▶ _Extracted entries_:
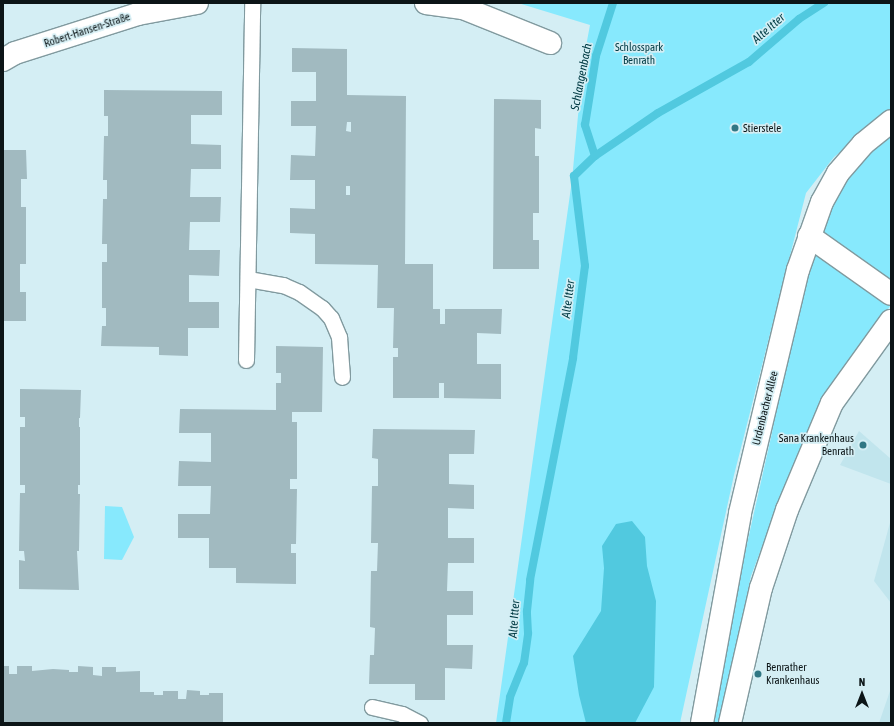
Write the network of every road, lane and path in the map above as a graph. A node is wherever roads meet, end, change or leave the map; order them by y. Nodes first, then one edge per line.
1 (197, 3) edge
2 (252, 3) edge
3 (426, 3) edge
4 (550, 43) dead end
5 (3, 60) edge
6 (891, 122) edge
7 (809, 236) junction
8 (248, 279) junction
9 (891, 294) edge
10 (891, 321) edge
11 (246, 360) dead end
12 (342, 377) dead end
13 (372, 707) dead end
14 (420, 723) edge
15 (702, 723) edge
16 (730, 723) edge

1 - 5 street, Robert-Hansen-Straße
2 - 8 lane
3 - 4 street
6 - 7 street, Urdenbacher Allee
7 - 9 street
7 - 15 street, Urdenbacher Allee
8 - 11 lane
8 - 12 lane
10 - 16 street
13 - 14 lane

▶ _Exercise prompt_: Retype everything in the entries above exactly. The pictures are to be omitted.

▶ _Result_:
Write the network of every road, lane and path in the map above as a graph. A node is wherever roads meet, end, change or leave the map; order them by y. Nodes first, then one edge per line.
1 (197, 3) edge
2 (252, 3) edge
3 (426, 3) edge
4 (550, 43) dead end
5 (3, 60) edge
6 (891, 122) edge
7 (809, 236) junction
8 (248, 279) junction
9 (891, 294) edge
10 (891, 321) edge
11 (246, 360) dead end
12 (342, 377) dead end
13 (372, 707) dead end
14 (420, 723) edge
15 (702, 723) edge
16 (730, 723) edge

1 - 5 street, Robert-Hansen-Straße
2 - 8 lane
3 - 4 street
6 - 7 street, Urdenbacher Allee
7 - 9 street
7 - 15 street, Urdenbacher Allee
8 - 11 lane
8 - 12 lane
10 - 16 street
13 - 14 lane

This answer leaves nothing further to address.